Выбравшая добровольно работу на Колыме в 1942 году, после окончания 1-го Московского медицинского института, ученица Н.Н. Бурденко, Н.В. Савоева была, несомненно, одной из тех немногих честных и деятельных идеалисток, на которых держится мир и которые внушают окружающим веру в добро. Она понимала идеал как суровую и необходимую повседневную работу. Первое, что она сделала, — добилась от начальства, чтобы в больнице не было конвоя и колючей проволоки. Затем — с помощью врачей-заключенных и просто заключенных с разными специальностями — устроила здесь «маленький оазис», где появились не только свой рентгенкабинет, пункт переливания крови и ванные с душем для больных, но и тепличное хозяйство, где летом выращивались помидоры и огурцы. Вечно занятая, она редко находила время для личного общения с Шаламовым, но все же, питая неискоренимый интерес к высокому, к литературе, имела с ним несколько откровенных бесед — они были важны и для нее, и для него.

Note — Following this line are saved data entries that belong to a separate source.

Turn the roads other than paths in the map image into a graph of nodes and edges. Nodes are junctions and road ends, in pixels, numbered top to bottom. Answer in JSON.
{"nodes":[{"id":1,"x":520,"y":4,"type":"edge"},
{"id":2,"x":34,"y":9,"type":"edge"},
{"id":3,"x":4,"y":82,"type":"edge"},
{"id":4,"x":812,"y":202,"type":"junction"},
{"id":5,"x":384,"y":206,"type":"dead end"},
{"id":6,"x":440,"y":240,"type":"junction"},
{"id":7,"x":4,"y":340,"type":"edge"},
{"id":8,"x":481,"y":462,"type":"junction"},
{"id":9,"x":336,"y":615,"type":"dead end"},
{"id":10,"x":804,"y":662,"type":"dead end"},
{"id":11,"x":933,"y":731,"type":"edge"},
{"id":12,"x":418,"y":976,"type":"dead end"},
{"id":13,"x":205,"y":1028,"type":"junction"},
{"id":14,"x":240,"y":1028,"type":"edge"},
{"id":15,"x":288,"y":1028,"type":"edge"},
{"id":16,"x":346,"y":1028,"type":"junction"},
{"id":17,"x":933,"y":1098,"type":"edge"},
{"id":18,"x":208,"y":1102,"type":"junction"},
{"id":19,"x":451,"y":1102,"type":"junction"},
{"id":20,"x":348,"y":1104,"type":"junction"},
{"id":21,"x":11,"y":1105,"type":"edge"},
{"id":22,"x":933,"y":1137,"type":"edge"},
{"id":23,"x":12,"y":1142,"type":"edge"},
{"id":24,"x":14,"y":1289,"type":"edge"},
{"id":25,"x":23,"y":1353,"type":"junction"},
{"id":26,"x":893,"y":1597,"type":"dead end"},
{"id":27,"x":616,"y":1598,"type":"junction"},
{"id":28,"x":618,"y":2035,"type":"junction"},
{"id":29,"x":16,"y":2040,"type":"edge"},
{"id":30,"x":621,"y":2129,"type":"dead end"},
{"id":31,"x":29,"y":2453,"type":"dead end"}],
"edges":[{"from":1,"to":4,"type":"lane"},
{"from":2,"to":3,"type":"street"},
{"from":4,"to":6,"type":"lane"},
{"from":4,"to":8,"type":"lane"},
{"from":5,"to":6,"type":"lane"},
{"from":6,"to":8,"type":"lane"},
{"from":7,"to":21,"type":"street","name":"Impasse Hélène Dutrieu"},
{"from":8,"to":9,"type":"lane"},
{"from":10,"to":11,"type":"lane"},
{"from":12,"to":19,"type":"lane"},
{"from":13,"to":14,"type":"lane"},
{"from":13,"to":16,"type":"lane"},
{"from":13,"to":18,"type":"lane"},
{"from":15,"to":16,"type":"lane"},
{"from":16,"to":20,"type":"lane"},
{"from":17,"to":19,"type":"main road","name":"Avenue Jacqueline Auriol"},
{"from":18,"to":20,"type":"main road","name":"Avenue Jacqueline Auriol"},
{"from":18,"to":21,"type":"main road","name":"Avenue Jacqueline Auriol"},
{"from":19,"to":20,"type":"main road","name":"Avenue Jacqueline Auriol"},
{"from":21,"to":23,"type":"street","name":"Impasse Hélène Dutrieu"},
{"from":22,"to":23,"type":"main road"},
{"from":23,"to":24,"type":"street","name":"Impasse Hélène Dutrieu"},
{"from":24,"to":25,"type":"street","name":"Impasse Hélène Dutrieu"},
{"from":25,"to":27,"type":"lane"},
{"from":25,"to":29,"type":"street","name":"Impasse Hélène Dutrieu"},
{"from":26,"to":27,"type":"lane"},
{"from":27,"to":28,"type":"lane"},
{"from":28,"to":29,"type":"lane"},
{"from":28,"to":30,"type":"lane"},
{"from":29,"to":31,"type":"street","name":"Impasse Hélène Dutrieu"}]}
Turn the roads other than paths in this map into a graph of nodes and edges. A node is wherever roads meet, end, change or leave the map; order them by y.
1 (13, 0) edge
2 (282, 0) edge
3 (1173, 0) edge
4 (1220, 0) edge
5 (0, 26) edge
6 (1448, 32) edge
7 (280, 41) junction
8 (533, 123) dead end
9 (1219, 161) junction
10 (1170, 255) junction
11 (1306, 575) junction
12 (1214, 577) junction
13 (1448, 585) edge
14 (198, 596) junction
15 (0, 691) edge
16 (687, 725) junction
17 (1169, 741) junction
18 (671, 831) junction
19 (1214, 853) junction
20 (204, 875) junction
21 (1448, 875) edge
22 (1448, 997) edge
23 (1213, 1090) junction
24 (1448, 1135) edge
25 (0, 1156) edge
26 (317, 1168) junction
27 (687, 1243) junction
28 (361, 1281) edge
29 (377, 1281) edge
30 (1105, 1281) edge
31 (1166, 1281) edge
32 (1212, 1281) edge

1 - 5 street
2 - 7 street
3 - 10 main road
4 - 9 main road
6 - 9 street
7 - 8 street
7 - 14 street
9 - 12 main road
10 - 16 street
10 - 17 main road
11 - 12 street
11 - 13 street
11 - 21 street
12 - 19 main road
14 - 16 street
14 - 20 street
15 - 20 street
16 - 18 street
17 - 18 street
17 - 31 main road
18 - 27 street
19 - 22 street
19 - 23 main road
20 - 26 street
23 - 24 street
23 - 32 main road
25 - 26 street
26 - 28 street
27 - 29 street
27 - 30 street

Именно Н.В. Савоева первой сообщила Шаламову услышанную ею в пути на Колыму, во Владивостоке, новость — о смерти О. Мандельштама на «Второй речке», включая и подробность: «Он был уже мертв, а соседи по нарам еще два дня получали за него хлеб, завтрак, обед, ужин» (все это глубоко врежется в память Шаламова и запечатлеется в рассказе «Шерри-бренди», написанном в 1954 году и прочитанном на вечере памяти Мандельштама в 1965-м). В свою очередь, Шаламов раскрылся перед Савоевой и Лесняком, читая им стихи — не свои, а любимых поэтов. Этих стихотворений, целиком восстановленных в памяти и не только прочитанных, но и переписанных затем в две тетради, подаренные там же, в больнице, Нине Владимировне, было около шестидесяти! От Пушкина, Тютчева и Блока до Есенина, Маяковского и Сельвинского, от А.К. Толстого, Бунина и Ходасевича до Северянина, Антокольского и Н. Тихонова. И отнюдь не хрестоматийных — например, у Бунина — «Каин» и «Pa-Озирис», у А.К. Толстого — «Василий Шибанов», у Н. Тихонова — «Гулливер играет в карты»… Феноменальная эрудиция и память Шаламова сразу поразили Савоеву! (Они поражают любого человека — могу свидетельствовать о собственных чувствах, испытанных в сентябре 1989 года при встрече с Н.В. Савоевой и Б.Н. Лесняком в Москве, где они показывали драгоценные для них тетради с этими стихами, написанными каллиграфическим на тот момент шаламовским почерком.)